I had to do a few re-runs as it kept putting him in a suit and tie. In reality he rarely wore one.


This will solve literally nothing.


[flagged]


I don't think it's unreasonable to ask to know the difference between fact and fiction. Articles on astronomy are clear when they share an artist's depiction of some distant phenomenon so readers don't mistakenly believe that our telescopes picked up that impressive image.

With AI tools getting better and better, it's already getting to the point where viewers will struggle to differentiate. Where's the harm in labelling the images?


[flagged]


I was not advocating for "online slacktivism", I was merely giving my opinion of what rules or laws ought to be introduced to the effect, akin to copyright laws or open-source licenses (it is not "online activism" to give correct attribution according to the terms of a license). Shouldn't we be able to have this debate, or do you think that this decision-making should be confined to policymakers?


Whats the difference between your behavior and theirs?

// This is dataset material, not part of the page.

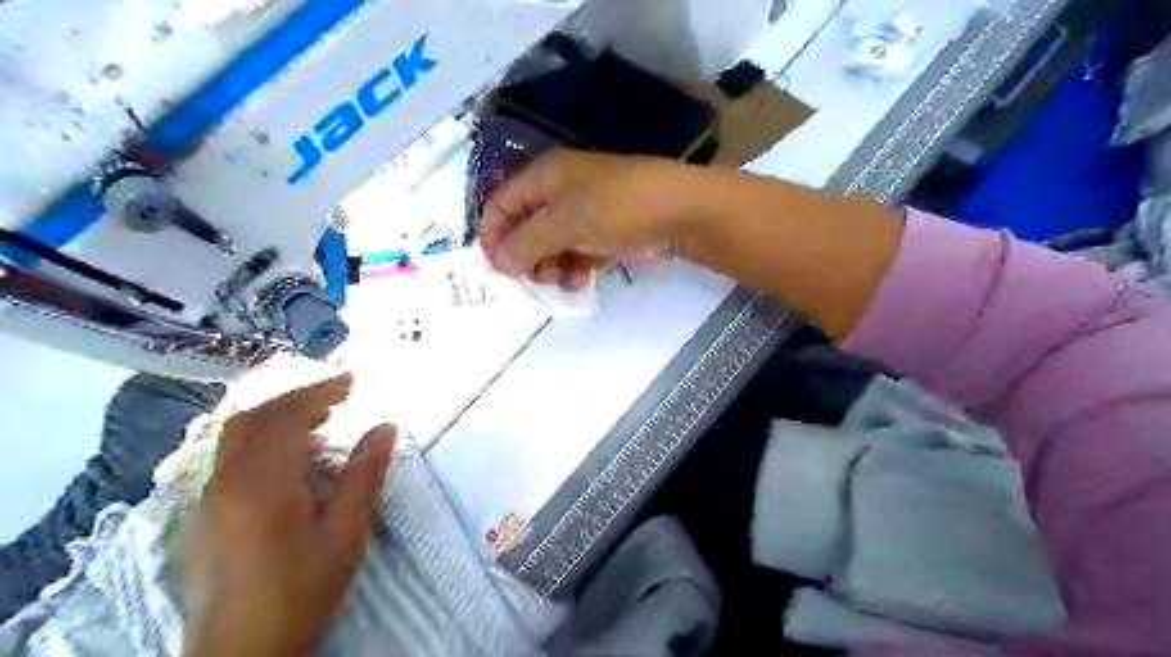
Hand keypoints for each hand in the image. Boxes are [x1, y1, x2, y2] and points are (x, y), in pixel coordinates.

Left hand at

You're both trying to influence other people's behaviors with words. How you seek to claim the moral high ground does not seem like an important discriminator.


The difference is I'm not saying what everyone should do, but rather expressing dislike for people who like to fantasize about ordering everyone around.


Didn’t Wittgenstein beat children? What an inspirational thought leader…


This should absolutely not be downvoted. Wittgenstein's perjury in the court of law when in trial for beating Haidbauer touched all parts of his life, and it could be argued that this is why he hated the Tractatus, a body of work he once said was the last thing to say about all of philosophy. This is the kind of complex man he was, though. People read Tractatus and find problems with it. Well, yes, even Wittgenstein saw that it was misguided, which is why he wrote Philosophical Investigations. But lying in a court of law and getting away with it, and feeling disgusted in himself, tracks with how he saw himself and how disenchanted he was with the world.


That's a slightly more sophisticated take, compared to "ugh this person did something Very Bad (TM), let's disregard absolutely anything else that they did", isn't it?